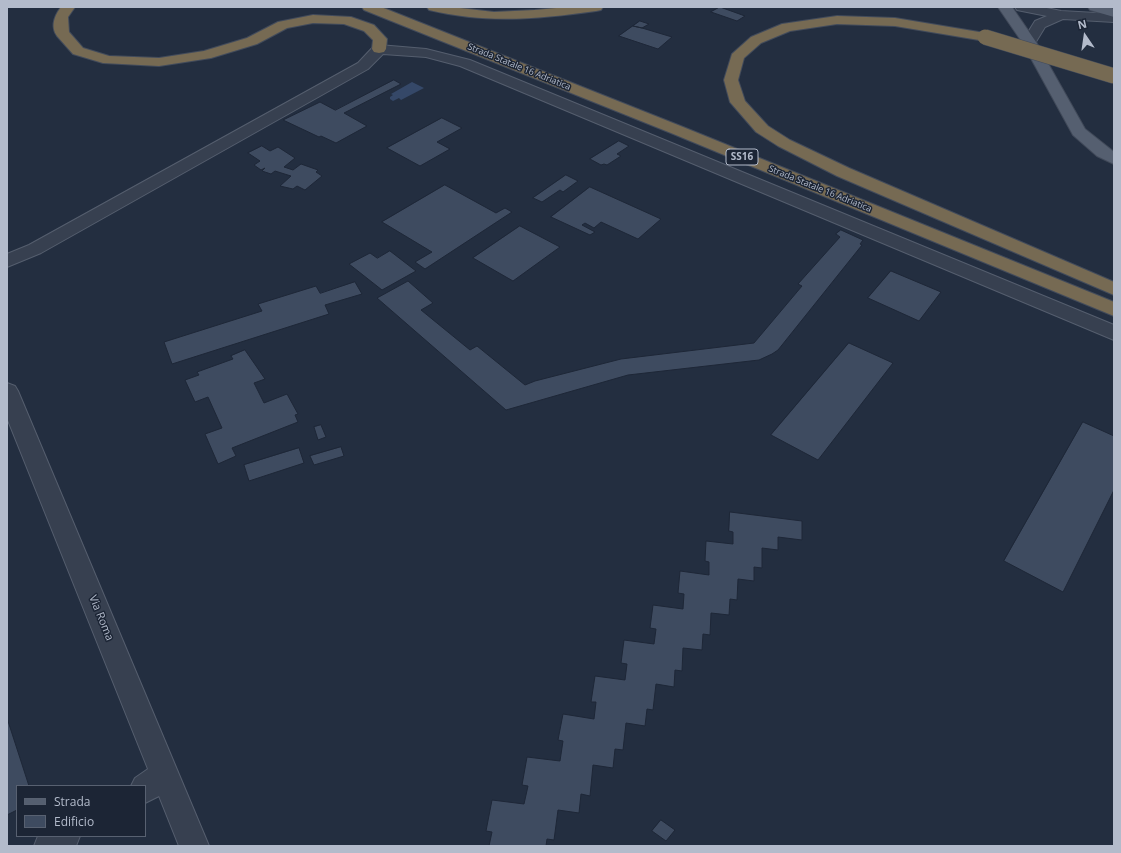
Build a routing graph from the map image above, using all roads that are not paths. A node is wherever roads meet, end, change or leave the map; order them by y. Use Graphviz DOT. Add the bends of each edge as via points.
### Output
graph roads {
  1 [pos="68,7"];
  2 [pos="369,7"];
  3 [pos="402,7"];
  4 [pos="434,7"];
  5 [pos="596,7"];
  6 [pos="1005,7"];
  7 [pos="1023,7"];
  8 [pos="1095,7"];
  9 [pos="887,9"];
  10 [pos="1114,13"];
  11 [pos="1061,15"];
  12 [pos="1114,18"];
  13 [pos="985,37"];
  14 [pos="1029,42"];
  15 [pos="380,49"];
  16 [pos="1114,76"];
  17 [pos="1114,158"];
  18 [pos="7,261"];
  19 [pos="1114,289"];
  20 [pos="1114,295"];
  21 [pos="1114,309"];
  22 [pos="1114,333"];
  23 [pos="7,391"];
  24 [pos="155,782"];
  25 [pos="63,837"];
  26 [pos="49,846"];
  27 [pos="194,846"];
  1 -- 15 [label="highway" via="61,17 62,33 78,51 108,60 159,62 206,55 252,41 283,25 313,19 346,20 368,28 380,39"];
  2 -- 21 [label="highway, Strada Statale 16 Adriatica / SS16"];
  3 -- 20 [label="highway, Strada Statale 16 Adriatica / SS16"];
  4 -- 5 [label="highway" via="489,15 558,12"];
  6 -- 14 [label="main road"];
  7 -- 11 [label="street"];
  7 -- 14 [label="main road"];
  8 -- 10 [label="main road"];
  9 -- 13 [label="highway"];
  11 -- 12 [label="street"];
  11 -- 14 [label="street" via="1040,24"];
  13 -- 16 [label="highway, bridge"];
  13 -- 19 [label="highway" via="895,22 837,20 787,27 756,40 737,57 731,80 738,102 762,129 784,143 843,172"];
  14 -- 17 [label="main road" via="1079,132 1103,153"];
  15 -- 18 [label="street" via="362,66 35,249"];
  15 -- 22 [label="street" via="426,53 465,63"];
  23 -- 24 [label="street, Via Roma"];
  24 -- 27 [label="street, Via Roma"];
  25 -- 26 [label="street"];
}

=-=-=-=-=

Omit the pictures, then print the rest of the listing above exactly.

Build a routing graph from the map image above, using all roads that are not paths. A node is wherever roads meet, end, change or leave the map; order them by y. Use Graphviz DOT. Add the bends of each edge as via points.
### Output
graph roads {
  1 [pos="68,7"];
  2 [pos="369,7"];
  3 [pos="402,7"];
  4 [pos="434,7"];
  5 [pos="596,7"];
  6 [pos="1005,7"];
  7 [pos="1023,7"];
  8 [pos="1095,7"];
  9 [pos="887,9"];
  10 [pos="1114,13"];
  11 [pos="1061,15"];
  12 [pos="1114,18"];
  13 [pos="985,37"];
  14 [pos="1029,42"];
  15 [pos="380,49"];
  16 [pos="1114,76"];
  17 [pos="1114,158"];
  18 [pos="7,261"];
  19 [pos="1114,289"];
  20 [pos="1114,295"];
  21 [pos="1114,309"];
  22 [pos="1114,333"];
  23 [pos="7,391"];
  24 [pos="155,782"];
  25 [pos="63,837"];
  26 [pos="49,846"];
  27 [pos="194,846"];
  1 -- 15 [label="highway" via="61,17 62,33 78,51 108,60 159,62 206,55 252,41 283,25 313,19 346,20 368,28 380,39"];
  2 -- 21 [label="highway, Strada Statale 16 Adriatica / SS16"];
  3 -- 20 [label="highway, Strada Statale 16 Adriatica / SS16"];
  4 -- 5 [label="highway" via="489,15 558,12"];
  6 -- 14 [label="main road"];
  7 -- 11 [label="street"];
  7 -- 14 [label="main road"];
  8 -- 10 [label="main road"];
  9 -- 13 [label="highway"];
  11 -- 12 [label="street"];
  11 -- 14 [label="street" via="1040,24"];
  13 -- 16 [label="highway, bridge"];
  13 -- 19 [label="highway" via="895,22 837,20 787,27 756,40 737,57 731,80 738,102 762,129 784,143 843,172"];
  14 -- 17 [label="main road" via="1079,132 1103,153"];
  15 -- 18 [label="street" via="362,66 35,249"];
  15 -- 22 [label="street" via="426,53 465,63"];
  23 -- 24 [label="street, Via Roma"];
  24 -- 27 [label="street, Via Roma"];
  25 -- 26 [label="street"];
}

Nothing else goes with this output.